Peters, J., Mülling, K., Kober, J., Nguyen-Tuong, D., & Krömer, O. (2012). Robot Skill Learning. In L. De Raedt, C. Bessiere, D. Dubois, P. Doherty, P. Frasconi, F. Heintz, et al. (Eds.), 20th European Conference on Artificial Intelligence (ECAI 2012) (pp. 40-45). Amsterdam, Netherlands: IOS Press.


Cite as: https://hdl.handle.net/11858/00-001M-0000-0013-B68E-9
Abstract
Learning robots that can acquire new motor skills and refine existing ones have been a long standing vision of robotics, artificial intelligence, and the cognitive sciences. Early steps towards this goal in the 1980s made clear that reasoning and human insights will not suffice. Instead, new hope has been offered by the rise of modern machine learning approaches. However, to date, it becomes increasingly clear that off-the-shelf machine learning approaches will not be adequate for robot skill learning as these methods often do not scale into the high-dimensional domains of manipulator and humanoid robotics, nor do they fulfill the real-time requirement of the domain. As an alternative, we propose to divide the generic skill learning problem into parts that can be well-understood from a robotics point of view.

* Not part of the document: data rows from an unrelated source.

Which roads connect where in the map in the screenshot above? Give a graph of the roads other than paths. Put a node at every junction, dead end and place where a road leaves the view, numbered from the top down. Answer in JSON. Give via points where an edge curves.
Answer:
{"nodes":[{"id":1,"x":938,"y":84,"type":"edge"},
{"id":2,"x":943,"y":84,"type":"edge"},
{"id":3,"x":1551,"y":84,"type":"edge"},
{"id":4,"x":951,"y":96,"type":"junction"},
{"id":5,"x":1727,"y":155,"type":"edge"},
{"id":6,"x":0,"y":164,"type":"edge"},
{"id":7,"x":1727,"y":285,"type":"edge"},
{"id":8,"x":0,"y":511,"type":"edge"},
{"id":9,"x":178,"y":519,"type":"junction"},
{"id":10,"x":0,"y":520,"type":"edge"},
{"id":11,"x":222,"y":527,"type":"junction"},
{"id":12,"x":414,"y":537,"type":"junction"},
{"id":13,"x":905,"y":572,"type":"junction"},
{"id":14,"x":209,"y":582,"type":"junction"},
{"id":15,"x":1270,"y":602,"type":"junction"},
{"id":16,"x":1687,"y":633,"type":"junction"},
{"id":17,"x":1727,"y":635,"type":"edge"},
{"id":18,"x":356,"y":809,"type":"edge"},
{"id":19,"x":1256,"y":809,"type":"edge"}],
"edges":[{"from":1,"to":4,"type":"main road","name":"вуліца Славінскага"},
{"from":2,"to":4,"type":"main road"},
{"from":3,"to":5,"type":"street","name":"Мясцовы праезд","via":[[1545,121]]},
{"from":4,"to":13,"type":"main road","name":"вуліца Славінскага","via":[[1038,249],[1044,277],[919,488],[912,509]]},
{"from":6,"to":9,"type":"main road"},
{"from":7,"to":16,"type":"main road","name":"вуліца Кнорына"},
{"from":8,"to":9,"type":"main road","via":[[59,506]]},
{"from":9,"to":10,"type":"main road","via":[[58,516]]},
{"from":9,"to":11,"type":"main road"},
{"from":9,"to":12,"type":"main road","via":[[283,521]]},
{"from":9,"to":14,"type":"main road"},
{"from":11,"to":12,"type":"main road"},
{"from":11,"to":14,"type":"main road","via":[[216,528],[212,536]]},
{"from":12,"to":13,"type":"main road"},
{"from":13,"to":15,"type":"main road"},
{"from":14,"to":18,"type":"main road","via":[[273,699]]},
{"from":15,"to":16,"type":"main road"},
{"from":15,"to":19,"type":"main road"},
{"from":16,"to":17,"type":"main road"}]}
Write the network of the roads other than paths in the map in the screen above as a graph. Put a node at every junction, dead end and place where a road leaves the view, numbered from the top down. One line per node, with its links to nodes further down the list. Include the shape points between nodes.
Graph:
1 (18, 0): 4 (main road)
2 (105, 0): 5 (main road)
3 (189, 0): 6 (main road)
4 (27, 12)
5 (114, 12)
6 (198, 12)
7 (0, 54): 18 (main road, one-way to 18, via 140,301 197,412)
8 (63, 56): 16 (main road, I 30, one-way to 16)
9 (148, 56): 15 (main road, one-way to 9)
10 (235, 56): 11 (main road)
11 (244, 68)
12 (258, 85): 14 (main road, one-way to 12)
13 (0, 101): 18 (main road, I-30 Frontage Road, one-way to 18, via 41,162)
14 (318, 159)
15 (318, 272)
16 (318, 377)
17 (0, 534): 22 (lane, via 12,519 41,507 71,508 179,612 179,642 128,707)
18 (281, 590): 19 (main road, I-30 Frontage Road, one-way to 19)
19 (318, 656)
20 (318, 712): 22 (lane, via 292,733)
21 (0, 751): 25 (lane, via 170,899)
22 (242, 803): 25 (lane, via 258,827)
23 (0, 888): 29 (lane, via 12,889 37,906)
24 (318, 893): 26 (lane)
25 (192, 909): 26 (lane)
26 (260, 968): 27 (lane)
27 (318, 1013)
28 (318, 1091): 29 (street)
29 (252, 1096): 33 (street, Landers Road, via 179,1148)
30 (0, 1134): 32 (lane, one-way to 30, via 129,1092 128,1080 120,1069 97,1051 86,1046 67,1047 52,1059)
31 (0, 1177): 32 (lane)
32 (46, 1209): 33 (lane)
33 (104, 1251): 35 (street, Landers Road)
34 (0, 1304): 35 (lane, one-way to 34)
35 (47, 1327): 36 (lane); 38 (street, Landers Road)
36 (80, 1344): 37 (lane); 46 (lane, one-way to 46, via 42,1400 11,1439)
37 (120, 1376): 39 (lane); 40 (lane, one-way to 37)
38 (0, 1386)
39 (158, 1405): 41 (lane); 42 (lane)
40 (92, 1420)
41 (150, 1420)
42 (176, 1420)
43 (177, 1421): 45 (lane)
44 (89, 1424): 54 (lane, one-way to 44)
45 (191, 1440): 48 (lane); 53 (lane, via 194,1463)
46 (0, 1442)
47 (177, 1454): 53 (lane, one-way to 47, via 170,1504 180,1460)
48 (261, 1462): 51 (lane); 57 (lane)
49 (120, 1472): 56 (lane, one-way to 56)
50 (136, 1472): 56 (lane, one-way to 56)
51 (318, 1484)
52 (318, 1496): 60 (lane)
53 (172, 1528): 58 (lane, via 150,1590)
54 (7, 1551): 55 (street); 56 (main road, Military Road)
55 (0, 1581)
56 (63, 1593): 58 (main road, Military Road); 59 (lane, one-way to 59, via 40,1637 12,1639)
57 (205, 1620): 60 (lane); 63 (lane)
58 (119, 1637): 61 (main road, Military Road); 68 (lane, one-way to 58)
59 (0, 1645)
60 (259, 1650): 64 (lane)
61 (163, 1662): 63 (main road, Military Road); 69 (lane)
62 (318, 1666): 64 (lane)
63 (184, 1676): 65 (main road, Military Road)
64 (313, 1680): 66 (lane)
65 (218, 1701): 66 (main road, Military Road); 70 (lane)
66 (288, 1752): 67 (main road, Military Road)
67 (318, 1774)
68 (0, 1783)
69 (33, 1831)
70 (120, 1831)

After designing appropriate learning approaches for these basic components, these will serve as the ingredients of a general approach to robot skill learning. In this paper, we discuss our recent and current progress in this direction. As such, we present our work on learning to control, learning elementary movements, as well as our steps towards the learning of complex tasks. We show several evaluations using both real robots as well as physically realistic simulations.